Work instruction ▸ In the entries below, some lines contain "Roosevelt"; work out how many and answer with the figure only.

Items listed in a dataset
= = = = =

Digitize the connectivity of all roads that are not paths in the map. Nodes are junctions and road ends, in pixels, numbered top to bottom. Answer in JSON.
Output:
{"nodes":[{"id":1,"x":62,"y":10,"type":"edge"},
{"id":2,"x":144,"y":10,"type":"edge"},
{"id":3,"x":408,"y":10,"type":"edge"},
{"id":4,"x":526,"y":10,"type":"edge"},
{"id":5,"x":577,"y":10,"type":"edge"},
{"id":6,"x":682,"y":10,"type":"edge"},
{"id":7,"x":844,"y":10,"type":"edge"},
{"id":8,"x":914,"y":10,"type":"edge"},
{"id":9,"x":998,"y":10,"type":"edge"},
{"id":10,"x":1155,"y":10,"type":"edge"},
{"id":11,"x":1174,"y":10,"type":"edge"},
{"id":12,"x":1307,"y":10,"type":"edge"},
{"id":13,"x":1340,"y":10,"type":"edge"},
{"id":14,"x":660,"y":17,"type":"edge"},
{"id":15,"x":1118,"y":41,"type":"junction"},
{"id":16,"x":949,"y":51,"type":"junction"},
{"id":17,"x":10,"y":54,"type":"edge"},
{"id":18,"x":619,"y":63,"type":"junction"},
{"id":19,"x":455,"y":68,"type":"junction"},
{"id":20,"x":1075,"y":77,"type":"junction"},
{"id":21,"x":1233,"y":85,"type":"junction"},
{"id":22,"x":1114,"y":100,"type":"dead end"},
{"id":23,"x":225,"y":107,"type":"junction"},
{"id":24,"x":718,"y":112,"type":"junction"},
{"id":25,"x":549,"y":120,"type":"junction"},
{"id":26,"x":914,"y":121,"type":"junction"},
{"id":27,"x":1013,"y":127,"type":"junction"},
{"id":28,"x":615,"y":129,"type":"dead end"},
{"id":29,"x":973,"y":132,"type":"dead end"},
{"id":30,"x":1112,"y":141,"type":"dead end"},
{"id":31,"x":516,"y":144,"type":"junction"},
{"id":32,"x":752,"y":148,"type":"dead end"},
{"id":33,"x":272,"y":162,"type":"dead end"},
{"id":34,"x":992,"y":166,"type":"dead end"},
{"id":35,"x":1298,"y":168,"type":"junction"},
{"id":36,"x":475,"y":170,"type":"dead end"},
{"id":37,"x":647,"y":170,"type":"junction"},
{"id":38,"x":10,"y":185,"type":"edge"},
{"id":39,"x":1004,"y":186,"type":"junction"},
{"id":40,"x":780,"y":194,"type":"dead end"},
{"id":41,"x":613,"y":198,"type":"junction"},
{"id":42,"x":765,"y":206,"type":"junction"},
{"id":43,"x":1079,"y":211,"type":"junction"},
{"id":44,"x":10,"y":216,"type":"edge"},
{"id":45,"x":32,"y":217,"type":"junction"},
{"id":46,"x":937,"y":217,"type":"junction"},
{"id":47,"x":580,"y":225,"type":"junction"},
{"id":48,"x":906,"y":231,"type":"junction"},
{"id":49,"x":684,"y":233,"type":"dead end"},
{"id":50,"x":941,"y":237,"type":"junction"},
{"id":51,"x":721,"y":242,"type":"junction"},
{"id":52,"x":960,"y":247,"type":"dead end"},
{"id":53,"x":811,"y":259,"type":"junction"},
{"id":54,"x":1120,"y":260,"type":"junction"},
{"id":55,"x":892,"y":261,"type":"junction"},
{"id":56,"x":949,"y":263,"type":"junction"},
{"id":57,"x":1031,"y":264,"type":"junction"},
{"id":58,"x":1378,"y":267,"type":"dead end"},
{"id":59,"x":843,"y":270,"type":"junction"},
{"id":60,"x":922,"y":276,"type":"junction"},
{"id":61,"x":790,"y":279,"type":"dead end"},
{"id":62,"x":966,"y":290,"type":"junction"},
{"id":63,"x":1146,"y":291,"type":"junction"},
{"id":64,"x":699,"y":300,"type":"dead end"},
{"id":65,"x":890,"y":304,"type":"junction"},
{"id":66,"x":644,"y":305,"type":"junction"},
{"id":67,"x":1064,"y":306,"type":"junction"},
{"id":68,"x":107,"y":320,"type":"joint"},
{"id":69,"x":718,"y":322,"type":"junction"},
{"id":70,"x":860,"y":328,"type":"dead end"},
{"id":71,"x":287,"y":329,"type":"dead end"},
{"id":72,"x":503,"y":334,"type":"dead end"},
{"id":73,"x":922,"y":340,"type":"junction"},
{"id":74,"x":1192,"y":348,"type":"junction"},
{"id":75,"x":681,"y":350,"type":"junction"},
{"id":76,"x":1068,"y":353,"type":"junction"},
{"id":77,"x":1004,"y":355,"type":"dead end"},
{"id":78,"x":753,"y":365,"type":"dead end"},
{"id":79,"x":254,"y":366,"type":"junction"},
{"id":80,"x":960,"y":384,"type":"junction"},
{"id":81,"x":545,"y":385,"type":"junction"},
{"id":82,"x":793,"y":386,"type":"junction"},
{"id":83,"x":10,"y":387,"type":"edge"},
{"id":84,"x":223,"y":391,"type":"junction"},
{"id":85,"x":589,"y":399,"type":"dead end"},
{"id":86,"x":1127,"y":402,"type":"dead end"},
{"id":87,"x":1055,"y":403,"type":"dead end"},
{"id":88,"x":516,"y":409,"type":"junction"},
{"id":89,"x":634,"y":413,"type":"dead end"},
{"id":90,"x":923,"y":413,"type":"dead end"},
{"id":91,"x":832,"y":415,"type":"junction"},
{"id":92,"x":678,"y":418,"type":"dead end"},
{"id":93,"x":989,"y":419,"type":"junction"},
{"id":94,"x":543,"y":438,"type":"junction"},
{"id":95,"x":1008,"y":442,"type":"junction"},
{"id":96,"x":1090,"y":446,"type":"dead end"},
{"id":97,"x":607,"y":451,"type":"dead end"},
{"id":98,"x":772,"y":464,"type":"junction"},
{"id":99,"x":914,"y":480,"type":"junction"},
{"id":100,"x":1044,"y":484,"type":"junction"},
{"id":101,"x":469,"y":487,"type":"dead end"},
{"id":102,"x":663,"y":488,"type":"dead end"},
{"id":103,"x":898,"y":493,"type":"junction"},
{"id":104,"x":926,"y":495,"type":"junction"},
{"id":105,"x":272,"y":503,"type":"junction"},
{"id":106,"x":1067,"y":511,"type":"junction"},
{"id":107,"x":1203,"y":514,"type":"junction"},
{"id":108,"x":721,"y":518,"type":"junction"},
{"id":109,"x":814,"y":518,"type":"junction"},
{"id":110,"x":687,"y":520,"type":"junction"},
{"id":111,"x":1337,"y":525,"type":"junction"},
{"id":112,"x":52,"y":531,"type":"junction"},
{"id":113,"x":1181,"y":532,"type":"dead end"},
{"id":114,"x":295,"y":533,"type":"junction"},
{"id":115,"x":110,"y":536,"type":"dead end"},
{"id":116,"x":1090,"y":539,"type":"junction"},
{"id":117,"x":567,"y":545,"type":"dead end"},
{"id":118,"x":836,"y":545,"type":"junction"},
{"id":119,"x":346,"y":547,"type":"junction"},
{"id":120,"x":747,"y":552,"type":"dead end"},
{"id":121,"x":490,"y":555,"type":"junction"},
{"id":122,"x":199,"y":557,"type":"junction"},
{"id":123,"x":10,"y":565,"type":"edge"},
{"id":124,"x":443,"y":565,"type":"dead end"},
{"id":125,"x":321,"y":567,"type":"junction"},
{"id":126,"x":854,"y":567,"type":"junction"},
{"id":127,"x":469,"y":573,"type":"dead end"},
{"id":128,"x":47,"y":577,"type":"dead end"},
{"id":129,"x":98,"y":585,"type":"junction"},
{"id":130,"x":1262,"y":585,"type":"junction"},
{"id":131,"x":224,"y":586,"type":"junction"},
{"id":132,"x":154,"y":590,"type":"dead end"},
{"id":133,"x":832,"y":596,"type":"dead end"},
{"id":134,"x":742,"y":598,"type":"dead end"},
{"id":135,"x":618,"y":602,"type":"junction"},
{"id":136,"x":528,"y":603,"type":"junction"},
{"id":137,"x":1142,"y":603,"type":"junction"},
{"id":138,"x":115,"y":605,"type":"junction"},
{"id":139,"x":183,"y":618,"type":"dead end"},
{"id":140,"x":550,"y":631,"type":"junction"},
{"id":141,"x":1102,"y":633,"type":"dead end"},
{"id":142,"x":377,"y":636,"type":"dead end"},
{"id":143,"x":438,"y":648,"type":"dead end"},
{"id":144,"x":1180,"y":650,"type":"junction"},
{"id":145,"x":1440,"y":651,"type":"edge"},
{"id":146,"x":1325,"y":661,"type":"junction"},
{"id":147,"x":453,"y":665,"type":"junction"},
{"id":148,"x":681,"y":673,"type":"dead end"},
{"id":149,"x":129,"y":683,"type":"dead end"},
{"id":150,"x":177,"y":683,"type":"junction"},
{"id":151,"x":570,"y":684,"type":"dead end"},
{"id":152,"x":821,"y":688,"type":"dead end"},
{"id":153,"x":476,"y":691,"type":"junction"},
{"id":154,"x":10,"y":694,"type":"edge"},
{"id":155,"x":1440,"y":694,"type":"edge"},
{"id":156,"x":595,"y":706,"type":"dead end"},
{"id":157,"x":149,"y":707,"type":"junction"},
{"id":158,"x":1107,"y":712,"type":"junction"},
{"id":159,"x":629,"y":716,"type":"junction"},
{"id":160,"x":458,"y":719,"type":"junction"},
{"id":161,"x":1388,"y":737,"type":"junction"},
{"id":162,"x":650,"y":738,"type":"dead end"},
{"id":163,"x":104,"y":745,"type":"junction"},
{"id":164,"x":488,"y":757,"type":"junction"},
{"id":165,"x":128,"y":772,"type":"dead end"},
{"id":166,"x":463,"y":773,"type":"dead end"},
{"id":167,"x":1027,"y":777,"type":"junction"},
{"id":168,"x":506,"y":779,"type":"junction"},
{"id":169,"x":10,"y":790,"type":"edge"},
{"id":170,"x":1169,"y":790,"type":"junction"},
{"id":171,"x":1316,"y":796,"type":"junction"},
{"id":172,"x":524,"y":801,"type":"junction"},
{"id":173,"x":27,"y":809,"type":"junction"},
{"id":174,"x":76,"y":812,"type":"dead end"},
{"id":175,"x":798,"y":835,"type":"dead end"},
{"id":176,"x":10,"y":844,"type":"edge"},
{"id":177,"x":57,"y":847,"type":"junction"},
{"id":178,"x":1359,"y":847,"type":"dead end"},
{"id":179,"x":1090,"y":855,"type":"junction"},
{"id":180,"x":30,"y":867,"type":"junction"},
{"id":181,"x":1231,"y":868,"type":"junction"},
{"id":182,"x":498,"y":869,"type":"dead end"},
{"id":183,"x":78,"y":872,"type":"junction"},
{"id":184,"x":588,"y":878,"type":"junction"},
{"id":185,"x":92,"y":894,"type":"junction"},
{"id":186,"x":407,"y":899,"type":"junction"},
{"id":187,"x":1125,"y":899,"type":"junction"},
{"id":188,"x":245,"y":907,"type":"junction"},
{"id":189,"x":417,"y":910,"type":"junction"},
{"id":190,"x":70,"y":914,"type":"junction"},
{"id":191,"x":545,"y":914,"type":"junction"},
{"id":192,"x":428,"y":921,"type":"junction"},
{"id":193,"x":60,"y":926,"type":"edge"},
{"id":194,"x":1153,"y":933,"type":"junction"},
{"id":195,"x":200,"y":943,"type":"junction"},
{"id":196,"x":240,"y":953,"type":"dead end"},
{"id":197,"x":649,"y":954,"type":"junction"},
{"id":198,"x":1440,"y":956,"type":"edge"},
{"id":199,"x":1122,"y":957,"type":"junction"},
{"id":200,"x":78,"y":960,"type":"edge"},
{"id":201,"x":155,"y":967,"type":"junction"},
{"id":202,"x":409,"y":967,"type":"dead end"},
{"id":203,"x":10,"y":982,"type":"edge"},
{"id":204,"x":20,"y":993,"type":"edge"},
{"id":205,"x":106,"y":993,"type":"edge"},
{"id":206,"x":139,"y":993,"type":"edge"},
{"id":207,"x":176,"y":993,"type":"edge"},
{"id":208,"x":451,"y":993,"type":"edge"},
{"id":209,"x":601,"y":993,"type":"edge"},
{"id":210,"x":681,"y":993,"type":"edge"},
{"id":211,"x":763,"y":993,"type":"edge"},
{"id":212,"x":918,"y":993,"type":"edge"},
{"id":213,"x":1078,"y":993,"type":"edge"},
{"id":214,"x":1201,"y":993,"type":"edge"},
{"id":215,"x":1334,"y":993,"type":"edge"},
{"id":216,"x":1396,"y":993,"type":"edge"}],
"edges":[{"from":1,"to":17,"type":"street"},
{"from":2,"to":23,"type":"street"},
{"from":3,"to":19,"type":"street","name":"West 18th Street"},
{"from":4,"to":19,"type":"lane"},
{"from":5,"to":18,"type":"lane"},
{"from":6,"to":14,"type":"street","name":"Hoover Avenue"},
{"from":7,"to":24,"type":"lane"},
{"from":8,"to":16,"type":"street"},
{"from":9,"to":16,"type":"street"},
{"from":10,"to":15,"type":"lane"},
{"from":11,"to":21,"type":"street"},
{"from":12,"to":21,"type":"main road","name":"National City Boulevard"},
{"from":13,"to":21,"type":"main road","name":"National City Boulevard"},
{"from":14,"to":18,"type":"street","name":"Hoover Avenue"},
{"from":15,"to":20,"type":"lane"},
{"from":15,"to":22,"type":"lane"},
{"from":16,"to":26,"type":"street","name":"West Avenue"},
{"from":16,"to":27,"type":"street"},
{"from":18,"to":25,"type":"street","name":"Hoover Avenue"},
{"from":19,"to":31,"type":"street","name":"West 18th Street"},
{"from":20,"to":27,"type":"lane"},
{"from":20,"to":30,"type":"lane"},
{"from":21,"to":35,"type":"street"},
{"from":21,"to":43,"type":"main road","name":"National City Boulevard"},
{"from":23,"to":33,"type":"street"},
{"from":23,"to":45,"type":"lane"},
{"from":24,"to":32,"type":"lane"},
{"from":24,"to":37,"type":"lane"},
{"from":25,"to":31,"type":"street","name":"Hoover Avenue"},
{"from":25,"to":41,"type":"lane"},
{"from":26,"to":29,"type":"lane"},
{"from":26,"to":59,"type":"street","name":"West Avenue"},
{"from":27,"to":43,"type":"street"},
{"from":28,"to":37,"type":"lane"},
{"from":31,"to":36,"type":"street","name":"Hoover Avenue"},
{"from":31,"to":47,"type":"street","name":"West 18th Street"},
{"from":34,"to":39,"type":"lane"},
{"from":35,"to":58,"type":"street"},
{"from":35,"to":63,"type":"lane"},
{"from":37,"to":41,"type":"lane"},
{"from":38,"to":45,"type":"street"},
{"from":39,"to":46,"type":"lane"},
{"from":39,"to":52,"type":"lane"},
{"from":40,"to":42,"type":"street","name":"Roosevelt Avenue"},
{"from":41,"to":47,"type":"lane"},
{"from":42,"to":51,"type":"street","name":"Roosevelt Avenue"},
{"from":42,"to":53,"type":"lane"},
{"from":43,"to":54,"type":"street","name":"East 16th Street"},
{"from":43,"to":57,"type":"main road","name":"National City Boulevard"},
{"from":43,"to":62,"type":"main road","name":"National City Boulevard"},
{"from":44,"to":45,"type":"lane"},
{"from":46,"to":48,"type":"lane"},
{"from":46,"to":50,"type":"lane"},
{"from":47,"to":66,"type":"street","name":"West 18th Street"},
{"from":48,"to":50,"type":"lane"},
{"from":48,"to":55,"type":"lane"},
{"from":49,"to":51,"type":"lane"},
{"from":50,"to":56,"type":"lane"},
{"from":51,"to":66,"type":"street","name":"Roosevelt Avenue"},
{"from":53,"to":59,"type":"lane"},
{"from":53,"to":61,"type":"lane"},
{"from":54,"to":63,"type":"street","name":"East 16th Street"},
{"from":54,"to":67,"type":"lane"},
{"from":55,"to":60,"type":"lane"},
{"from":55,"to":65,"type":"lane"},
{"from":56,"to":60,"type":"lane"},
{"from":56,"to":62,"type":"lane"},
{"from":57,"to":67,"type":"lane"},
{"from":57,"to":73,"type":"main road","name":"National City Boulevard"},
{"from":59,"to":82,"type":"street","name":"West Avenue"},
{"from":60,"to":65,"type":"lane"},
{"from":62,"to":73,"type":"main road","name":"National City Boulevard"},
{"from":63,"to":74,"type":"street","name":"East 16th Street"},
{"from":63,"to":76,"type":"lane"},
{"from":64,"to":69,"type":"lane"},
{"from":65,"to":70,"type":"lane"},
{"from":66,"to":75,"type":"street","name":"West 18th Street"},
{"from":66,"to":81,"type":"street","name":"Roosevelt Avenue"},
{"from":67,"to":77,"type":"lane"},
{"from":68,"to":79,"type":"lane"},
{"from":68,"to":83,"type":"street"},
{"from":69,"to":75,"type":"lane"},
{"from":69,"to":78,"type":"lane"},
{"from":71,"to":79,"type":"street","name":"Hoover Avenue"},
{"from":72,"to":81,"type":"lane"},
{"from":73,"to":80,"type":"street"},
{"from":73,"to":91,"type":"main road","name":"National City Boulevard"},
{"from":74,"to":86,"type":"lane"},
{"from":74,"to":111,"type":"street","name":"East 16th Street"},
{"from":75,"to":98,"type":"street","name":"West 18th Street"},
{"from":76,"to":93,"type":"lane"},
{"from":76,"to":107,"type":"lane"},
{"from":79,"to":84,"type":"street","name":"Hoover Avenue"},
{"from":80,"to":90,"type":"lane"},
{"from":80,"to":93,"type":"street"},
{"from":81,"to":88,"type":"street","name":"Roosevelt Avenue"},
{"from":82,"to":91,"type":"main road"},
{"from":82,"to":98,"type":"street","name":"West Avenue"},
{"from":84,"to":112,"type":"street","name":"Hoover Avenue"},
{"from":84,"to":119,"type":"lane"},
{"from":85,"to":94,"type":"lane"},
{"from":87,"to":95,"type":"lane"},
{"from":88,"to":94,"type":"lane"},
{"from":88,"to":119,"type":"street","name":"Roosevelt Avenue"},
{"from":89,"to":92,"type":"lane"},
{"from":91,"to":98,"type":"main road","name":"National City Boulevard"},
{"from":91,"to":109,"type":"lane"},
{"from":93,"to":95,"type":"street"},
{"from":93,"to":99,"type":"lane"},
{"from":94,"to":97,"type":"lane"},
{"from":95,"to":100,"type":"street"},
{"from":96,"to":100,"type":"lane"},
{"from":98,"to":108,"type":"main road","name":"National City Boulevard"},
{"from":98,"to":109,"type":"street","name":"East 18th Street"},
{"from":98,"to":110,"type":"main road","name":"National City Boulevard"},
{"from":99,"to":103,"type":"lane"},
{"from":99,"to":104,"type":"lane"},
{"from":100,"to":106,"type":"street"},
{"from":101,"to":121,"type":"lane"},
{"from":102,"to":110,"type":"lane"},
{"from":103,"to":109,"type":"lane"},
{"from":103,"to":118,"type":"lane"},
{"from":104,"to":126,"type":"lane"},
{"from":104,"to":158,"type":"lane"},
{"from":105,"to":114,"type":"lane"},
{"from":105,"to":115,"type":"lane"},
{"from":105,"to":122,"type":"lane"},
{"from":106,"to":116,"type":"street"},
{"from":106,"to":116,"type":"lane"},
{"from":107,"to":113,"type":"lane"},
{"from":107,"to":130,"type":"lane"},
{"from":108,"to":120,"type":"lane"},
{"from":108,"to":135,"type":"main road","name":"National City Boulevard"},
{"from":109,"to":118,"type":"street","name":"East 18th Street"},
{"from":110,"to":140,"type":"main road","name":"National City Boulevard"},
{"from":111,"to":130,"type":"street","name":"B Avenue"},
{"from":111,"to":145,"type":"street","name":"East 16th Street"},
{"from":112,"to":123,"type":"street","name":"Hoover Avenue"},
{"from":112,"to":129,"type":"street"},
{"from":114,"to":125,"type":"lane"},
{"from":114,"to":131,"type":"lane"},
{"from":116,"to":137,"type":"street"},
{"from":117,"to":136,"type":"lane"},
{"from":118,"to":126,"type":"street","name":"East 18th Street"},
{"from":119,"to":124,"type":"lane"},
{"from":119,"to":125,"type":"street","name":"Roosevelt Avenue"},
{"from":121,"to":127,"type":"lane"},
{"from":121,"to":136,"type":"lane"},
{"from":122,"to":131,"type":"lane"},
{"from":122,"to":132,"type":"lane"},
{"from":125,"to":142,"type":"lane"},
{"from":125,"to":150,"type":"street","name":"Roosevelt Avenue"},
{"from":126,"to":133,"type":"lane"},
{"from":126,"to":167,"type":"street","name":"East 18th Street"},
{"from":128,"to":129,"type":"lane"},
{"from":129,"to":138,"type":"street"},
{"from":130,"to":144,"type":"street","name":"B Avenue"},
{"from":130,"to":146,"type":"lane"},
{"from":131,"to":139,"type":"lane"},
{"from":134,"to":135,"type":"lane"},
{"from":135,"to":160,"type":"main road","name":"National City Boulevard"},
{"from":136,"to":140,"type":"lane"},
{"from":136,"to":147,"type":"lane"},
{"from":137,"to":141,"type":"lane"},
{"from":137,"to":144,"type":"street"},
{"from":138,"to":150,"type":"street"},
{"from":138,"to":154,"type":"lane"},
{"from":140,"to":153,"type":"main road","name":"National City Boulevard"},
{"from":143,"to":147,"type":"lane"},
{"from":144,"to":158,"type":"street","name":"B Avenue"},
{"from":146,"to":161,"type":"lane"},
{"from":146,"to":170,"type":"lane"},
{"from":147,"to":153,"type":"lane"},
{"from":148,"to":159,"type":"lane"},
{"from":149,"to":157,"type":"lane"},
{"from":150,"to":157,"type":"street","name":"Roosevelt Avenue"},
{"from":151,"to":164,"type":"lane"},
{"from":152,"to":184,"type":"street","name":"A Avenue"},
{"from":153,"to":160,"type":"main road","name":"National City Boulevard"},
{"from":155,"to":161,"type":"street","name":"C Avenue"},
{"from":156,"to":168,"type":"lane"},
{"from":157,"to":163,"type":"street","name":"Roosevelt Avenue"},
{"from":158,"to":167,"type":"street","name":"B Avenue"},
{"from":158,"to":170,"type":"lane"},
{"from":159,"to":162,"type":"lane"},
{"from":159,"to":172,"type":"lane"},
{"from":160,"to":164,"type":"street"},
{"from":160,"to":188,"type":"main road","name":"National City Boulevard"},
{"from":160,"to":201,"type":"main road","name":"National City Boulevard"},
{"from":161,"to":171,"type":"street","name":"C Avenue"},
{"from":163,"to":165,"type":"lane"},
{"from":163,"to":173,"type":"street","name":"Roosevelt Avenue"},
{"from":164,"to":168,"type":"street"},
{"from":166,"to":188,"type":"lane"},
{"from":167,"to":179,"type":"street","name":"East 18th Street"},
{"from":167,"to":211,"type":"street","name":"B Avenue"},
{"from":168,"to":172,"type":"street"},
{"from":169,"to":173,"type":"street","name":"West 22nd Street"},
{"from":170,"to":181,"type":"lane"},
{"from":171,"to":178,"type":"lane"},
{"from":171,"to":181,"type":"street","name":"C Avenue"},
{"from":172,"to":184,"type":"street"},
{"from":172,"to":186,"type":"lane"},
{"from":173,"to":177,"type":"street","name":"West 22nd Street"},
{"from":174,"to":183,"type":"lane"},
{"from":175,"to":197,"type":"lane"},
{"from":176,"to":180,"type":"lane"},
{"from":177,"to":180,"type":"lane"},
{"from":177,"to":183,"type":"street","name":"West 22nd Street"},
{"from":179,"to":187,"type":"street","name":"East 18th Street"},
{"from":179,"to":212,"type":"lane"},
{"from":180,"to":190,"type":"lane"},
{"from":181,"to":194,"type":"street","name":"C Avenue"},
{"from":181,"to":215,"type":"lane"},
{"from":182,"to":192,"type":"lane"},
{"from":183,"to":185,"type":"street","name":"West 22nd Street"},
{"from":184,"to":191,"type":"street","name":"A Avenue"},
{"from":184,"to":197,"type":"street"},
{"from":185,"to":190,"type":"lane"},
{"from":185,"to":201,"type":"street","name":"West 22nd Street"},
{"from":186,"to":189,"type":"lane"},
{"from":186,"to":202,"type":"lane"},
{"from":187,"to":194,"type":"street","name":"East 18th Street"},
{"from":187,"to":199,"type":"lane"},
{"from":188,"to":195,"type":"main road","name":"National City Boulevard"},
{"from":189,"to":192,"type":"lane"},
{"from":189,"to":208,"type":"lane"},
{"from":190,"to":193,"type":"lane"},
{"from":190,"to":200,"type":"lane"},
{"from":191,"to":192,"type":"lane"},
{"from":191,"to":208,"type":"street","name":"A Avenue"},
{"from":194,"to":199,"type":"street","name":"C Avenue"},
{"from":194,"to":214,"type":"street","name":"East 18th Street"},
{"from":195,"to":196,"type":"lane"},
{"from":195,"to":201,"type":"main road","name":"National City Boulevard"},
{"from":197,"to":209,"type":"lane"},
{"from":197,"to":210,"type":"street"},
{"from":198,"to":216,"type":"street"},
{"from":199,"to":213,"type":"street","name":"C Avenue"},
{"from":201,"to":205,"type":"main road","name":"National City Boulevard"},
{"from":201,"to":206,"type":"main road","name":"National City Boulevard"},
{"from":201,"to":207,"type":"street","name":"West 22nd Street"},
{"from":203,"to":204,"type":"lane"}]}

= = = = =

Result of the task ▸ 11